We Believe What We Think Is True

May 19, 2018, 2:00 AM IST Speaking Tree in TOI Edit Page | Edit Page, India, Spirituality | TOI
By Janki Santoke

When thoughts are not examined and reflected upon, they can have disastrous results. They may be dramatic, as in the case of Othello, who murdered his noble wife Desdemona on suspicion of infidelity. Fanatical thoughts may wreak destruction in the name of faith. But often, thoughts are about our daily issues, problems and complications. Such thoughts are reflected in disharmonious relationships, and in failure to achieve one’s potential or the converse may be true.

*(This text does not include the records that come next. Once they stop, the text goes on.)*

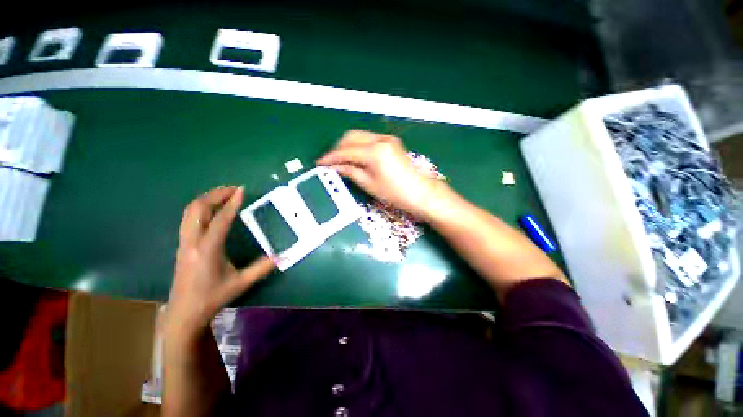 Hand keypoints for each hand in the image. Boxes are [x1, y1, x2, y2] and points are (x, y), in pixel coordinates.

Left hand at [166, 186, 274, 340]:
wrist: (184, 312)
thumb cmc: (213, 297)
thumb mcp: (241, 283)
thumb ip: (262, 268)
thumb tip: (283, 257)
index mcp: (208, 250)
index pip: (220, 220)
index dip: (231, 203)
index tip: (241, 190)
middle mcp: (192, 242)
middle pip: (197, 209)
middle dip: (215, 194)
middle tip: (233, 189)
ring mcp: (184, 242)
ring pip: (190, 212)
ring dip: (206, 199)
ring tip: (224, 194)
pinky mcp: (183, 244)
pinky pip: (189, 218)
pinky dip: (201, 207)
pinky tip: (213, 209)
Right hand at [317, 130, 448, 219]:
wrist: (418, 191)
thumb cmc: (394, 192)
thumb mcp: (368, 184)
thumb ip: (350, 171)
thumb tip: (334, 166)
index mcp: (375, 152)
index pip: (346, 151)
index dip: (331, 157)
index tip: (319, 162)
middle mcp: (380, 139)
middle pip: (351, 137)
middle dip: (337, 148)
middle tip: (330, 161)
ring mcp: (387, 138)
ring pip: (359, 135)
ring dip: (347, 145)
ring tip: (340, 159)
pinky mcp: (391, 141)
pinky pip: (368, 138)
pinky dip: (358, 145)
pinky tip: (355, 155)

Epistemology is the study of how we know what we know. ‘Prama’ is what is known; ‘Pramana’ is how it is known. Vedanta lists four Pramanas or sources of knowledge:

Pratyaksha is perception by the senses through seeing, hearing, tasting, smelling and touching. You know the tree is green because you can see it. You know the crow is cawing because you can hear it. You know the water is cold because you can touch it. Many people believe it is the only way of knowing something. They go by the mantra, ‘seeing is believing’. But this method is not foolproof. Every day we see, and our ancestors have seen for millennia, that the sun rises! We see the moon shine brightly in the sky. But as any informed person knows, this perception is not the truth. We see magicians perform miraculous deeds. But fortunately, we have other methods of knowledge through which we can verify the evidence of the senses, and know whether what the senses report is true.
Anumana is inference. With inference starts the use of thought to establish truth – what is. Inference is the use of thought to understand more than what is perceived. One sees a feather and infers a bird; one sees smoke and infers fire. And from here starts the danger of thought. If senses cannot always be trusted, can thought? Othello saw Desdemona’s handkerchief in Casio’s hand and inferred that they were having an affair. We are constantly making inferences. Like, why did I fail or why did I succeed at work; or why is this relationship not working.
Upama is comparison. We learn of x by comparing it to y. ‘Kashmir is the Switzerland of India’ speaks of the great beauty of Kashmir. ‘He runs like a horse’ tells us how fast he is. Again, comparisons are only as good as the thinking that goes into them. ‘He runs like a horse’ cannot be understood as he runs on all fours! Many religious mistakes can be traced back to this. A Sanskrit shubhasitam talks of all the scriptures being of as much use as a mirror to a blind man when one does not use his own prajna intellect!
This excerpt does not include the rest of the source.